Scalability and performance of OpenShift Serverless Serving

Introduction

OpenShift Serverless consists of several different components which have different resource requirements and scaling behaviours. As some components, like the controller pods, are responsible to watch and react to CustomResources and continuously reconfigure the system, these components are called control-plane. Other components, like OpenShift Serverless Servings activator component, are directly involved in requests and response handling. These components are called data-plane. All of these components are horizontally and vertically scalable, but their resource requirements and configuration highly depends on the actual use-case.

Thus, the following paragraphs are outlining a few relevant things to consider while scaling the system to handle increased usage.

Test context

The following metrics and findings were recorded using the following test setup:

  • A cluster running OpenShift version 4.13

  • The cluster running 4 worker nodes in AWS with a machine type of m6.xlarge

  • OpenShift Serverless version 1.30

Please note, that the tests are continuously run on our continuous integration system to compare performance data between releases of OpenShift Serverless.

Overhead of OpenShift Serverless Serving

As components of OpenShift Serverless Serving are part of the data-plane, requests from clients are routed through:

  • The ingress-gateway (Kourier or Service Mesh)

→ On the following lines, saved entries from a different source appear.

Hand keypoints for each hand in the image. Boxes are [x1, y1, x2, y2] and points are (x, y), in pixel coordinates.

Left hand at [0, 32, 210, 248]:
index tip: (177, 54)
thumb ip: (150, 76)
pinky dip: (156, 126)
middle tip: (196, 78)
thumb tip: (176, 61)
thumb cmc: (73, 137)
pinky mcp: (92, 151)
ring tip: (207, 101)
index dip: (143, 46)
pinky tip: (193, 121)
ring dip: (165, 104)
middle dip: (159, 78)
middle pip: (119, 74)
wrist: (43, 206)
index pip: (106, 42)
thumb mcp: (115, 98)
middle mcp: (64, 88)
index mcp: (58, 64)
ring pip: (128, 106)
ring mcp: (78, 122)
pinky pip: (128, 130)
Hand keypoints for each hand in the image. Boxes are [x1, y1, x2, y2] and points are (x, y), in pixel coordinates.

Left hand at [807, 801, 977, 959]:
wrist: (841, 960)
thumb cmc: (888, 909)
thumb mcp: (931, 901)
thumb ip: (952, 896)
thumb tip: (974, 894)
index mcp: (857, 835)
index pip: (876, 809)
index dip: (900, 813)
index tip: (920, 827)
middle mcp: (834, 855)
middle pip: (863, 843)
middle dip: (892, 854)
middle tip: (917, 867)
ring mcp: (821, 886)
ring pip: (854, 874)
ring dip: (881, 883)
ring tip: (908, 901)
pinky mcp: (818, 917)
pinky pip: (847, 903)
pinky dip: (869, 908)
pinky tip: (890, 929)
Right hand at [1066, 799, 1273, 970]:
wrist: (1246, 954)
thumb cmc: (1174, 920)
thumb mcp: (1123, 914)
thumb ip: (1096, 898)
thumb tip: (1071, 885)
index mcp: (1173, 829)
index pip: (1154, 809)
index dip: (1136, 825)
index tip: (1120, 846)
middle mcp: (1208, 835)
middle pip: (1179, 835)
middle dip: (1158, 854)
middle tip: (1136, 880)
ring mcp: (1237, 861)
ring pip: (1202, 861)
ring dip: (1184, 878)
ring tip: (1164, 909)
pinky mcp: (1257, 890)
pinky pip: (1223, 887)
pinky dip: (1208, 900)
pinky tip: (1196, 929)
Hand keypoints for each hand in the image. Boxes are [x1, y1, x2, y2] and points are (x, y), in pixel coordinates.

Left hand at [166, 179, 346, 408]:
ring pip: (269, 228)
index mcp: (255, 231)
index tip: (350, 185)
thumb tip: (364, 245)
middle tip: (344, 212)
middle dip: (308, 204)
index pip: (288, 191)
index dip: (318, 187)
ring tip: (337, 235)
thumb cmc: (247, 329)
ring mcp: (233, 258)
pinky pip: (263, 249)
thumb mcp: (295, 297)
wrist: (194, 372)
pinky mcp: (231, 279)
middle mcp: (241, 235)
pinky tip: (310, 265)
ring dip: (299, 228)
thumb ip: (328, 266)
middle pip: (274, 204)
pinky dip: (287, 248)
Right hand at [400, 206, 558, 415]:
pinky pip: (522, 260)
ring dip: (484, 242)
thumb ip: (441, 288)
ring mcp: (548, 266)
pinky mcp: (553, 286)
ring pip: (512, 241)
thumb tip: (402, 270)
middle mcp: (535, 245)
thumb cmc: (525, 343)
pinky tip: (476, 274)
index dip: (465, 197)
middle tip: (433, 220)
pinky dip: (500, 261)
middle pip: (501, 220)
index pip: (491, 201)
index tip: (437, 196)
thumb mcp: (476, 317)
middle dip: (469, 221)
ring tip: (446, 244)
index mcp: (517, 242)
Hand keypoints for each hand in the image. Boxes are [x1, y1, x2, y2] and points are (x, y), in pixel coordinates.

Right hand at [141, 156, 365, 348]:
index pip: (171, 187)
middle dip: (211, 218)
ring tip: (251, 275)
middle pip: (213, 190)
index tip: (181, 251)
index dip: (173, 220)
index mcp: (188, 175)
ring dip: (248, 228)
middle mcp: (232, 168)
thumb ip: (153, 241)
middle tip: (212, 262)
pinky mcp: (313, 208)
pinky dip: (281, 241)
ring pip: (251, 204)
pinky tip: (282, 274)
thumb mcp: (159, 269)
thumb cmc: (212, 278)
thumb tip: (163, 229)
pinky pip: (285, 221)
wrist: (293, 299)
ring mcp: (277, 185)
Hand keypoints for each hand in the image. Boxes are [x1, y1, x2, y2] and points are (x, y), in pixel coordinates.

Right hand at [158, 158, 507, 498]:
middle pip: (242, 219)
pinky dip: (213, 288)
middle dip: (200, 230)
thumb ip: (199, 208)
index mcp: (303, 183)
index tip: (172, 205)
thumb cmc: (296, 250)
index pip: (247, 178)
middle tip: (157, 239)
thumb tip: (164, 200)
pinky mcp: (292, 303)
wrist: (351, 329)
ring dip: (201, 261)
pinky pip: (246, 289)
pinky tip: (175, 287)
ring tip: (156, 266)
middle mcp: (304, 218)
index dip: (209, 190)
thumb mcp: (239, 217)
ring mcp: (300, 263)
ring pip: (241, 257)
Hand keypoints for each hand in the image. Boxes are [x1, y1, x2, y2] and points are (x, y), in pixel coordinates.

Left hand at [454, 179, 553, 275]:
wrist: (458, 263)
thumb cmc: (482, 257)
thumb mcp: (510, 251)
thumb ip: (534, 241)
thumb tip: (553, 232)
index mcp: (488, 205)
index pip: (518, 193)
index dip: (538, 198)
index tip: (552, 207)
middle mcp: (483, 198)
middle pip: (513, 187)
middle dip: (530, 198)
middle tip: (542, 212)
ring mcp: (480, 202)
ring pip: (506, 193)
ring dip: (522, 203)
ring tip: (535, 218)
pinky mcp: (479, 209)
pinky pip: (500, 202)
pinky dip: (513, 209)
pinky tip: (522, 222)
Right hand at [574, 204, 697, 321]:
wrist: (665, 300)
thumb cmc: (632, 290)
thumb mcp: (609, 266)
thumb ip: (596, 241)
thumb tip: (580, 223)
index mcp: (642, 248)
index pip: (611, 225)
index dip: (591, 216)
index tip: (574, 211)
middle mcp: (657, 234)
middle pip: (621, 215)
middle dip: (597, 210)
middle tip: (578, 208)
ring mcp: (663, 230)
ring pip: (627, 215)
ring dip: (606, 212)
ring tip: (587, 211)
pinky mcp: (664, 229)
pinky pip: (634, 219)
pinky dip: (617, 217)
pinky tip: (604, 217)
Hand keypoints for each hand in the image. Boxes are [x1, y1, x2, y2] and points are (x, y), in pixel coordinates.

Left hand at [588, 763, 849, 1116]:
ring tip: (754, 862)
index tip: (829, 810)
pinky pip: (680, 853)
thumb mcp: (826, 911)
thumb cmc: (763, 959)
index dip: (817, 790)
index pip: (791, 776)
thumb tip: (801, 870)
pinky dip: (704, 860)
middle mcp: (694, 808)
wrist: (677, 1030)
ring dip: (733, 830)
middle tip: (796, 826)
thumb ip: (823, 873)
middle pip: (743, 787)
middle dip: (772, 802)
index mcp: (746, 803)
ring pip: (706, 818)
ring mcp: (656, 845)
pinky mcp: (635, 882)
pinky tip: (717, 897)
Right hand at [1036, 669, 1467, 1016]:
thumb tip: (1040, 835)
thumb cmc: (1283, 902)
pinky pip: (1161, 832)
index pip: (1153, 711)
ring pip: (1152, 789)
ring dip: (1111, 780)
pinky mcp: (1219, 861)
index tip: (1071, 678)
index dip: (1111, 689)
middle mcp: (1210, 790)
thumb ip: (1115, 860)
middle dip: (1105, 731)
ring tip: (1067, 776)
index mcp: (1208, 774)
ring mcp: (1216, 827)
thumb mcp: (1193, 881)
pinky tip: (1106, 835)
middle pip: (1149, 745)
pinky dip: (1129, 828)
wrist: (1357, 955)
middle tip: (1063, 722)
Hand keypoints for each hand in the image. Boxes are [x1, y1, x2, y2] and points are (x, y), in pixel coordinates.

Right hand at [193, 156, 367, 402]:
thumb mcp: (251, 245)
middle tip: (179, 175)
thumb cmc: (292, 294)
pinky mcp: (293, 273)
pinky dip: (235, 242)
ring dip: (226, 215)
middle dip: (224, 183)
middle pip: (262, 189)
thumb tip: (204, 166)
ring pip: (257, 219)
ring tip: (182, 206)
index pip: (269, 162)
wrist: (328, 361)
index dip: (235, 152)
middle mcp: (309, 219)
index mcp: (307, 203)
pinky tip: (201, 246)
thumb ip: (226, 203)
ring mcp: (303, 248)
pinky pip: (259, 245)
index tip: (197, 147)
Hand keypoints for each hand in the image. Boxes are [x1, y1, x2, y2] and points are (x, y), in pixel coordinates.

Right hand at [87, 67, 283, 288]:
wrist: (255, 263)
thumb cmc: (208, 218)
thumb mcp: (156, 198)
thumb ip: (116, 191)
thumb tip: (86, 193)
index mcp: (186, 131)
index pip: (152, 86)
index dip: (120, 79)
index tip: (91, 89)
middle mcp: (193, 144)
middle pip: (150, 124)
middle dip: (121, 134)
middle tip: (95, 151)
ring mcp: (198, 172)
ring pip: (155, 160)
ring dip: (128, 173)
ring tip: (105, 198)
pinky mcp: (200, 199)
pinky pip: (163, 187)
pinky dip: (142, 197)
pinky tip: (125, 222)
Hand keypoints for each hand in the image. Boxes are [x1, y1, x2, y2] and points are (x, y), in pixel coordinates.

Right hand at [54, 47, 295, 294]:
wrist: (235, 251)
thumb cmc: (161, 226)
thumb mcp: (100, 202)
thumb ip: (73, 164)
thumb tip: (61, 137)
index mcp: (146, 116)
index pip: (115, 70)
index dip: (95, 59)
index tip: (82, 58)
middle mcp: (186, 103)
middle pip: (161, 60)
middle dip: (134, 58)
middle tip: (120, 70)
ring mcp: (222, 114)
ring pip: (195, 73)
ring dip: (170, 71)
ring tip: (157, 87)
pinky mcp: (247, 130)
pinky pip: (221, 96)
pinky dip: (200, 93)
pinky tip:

  • The activator component

  • The queue-proxy sidecar container in each Knative Service

As these components introduce an additional hop in networking and do some additional work (like for example adding observability and request queuing), they come with some overhead. The following latency overheads have been measured:

  • Each additional network hop adds 0.5-1ms latency to a request. Note that the activator component is not always part of the data-plane depending on the current load of the Knative Service and if the Knative Service was scaled to zero before the request or not.

  • Depending on the payload size, each of those component consumes up to 1 vCPU of CPU for handling 2500 requests per second.

Known limitations of OpenShift Serverless Serving

The maximum number of Knative Services that can be created using this configuration is 3,000. This corresponds to the OpenShift Container Platform Kubernetes services limit of 10,000, since 1 Knative Service creates 3 Kubernetes services.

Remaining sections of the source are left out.